:: PROBLEM ::
From the material below, copy each line that holds the word "toyohashi".

:: RECORDS FOR THE EXERCISE ::
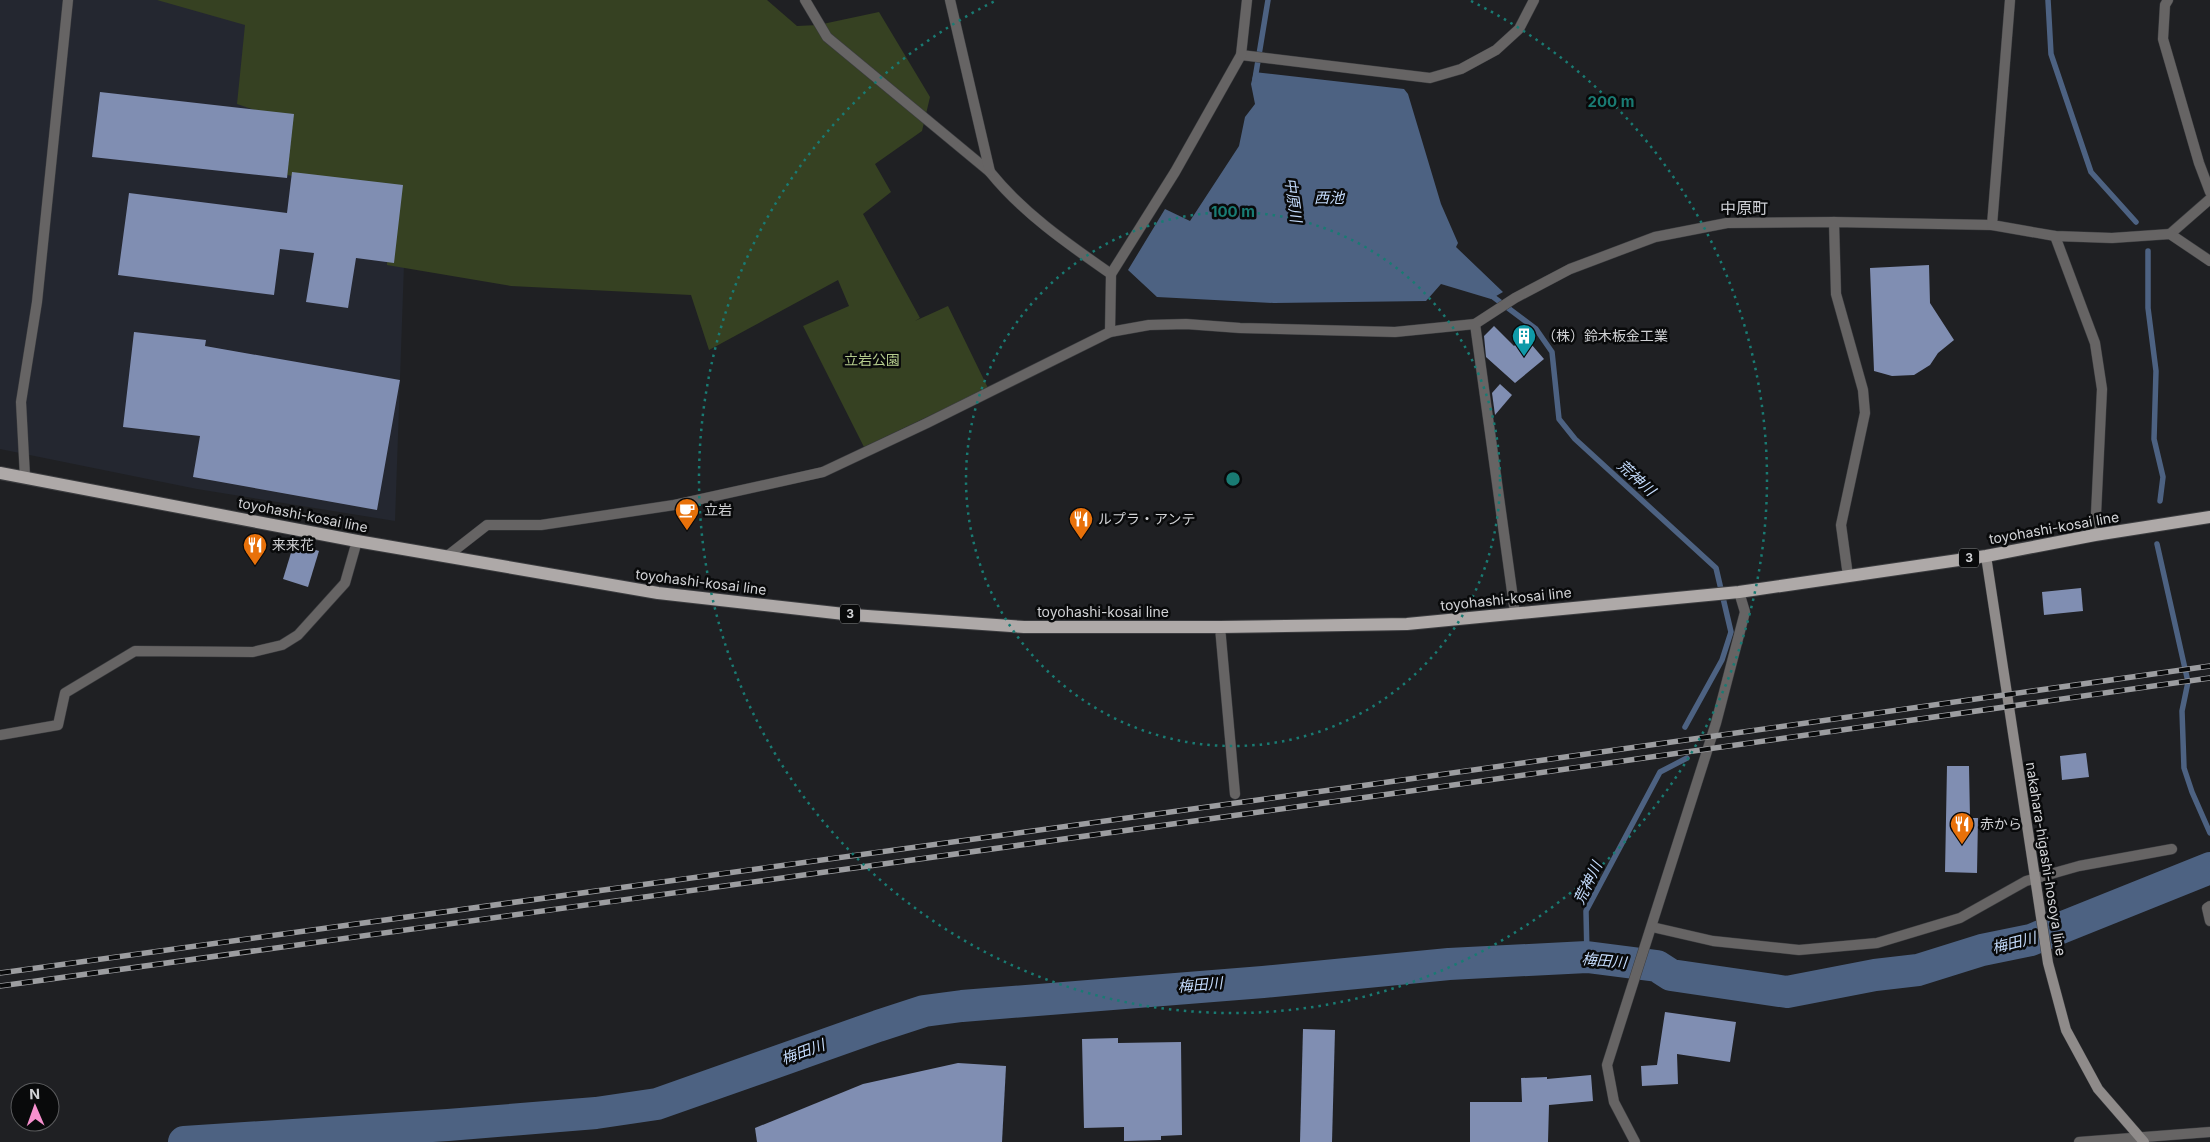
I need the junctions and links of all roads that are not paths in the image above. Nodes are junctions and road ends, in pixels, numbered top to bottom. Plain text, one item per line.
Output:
1 (68, 0) edge
2 (805, 0) edge
3 (950, 0) edge
4 (1247, 0) edge
5 (1534, 0) edge
6 (2010, 0) edge
7 (2168, 0) edge
8 (1244, 56) junction
9 (990, 172) junction
10 (2210, 192) edge
11 (2210, 199) edge
12 (1834, 222) junction
13 (1992, 225) junction
14 (2170, 234) junction
15 (2055, 236) junction
16 (2210, 261) edge
17 (1111, 274) junction
18 (1475, 324) junction
19 (1110, 332) junction
20 (0, 473) edge
21 (25, 477) junction
22 (2210, 517) edge
23 (2095, 535) junction
24 (357, 541) junction
25 (446, 556) junction
26 (1986, 556) junction
27 (1848, 576) junction
28 (1733, 592) junction
29 (1515, 613) junction
30 (1220, 627) junction
31 (0, 734) edge
32 (1235, 794) dead end
33 (2172, 849) dead end
34 (2036, 883) junction
35 (2210, 906) edge
36 (2210, 921) edge
37 (1650, 932) junction
38 (2210, 1132) edge
39 (2141, 1140) edge
40 (1635, 1142) edge
41 (2078, 1142) edge

1 - 21 street
2 - 9 street
3 - 9 street
4 - 8 street
5 - 8 street
6 - 13 street
7 - 10 street
8 - 17 street
9 - 17 street
11 - 14 street
12 - 13 street
12 - 18 street
12 - 27 street
13 - 15 street
14 - 15 street
14 - 16 street
15 - 23 street
17 - 19 street
18 - 19 street
18 - 29 street
19 - 25 street
20 - 21 main road, toyohashi-kosai line / 3
21 - 24 main road, toyohashi-kosai line / 3
22 - 23 main road, toyohashi-kosai line / 3
23 - 26 main road, toyohashi-kosai line / 3
24 - 25 main road, toyohashi-kosai line / 3
24 - 31 street
25 - 30 main road, toyohashi-kosai line / 3
26 - 27 main road, toyohashi-kosai line / 3
26 - 34 main road, nakahara-higashi-hosoya line
27 - 28 main road, toyohashi-kosai line / 3
28 - 29 main road, toyohashi-kosai line / 3
28 - 37 street
29 - 30 main road, toyohashi-kosai line / 3
30 - 32 street
33 - 34 street
34 - 37 street
34 - 39 main road, nakahara-higashi-hosoya line
35 - 36 street
37 - 40 street
38 - 39 street
39 - 41 street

:: YOUR RESPONSE ::
20 - 21 main road, toyohashi-kosai line / 3
21 - 24 main road, toyohashi-kosai line / 3
22 - 23 main road, toyohashi-kosai line / 3
23 - 26 main road, toyohashi-kosai line / 3
24 - 25 main road, toyohashi-kosai line / 3
25 - 30 main road, toyohashi-kosai line / 3
26 - 27 main road, toyohashi-kosai line / 3
27 - 28 main road, toyohashi-kosai line / 3
28 - 29 main road, toyohashi-kosai line / 3
29 - 30 main road, toyohashi-kosai line / 3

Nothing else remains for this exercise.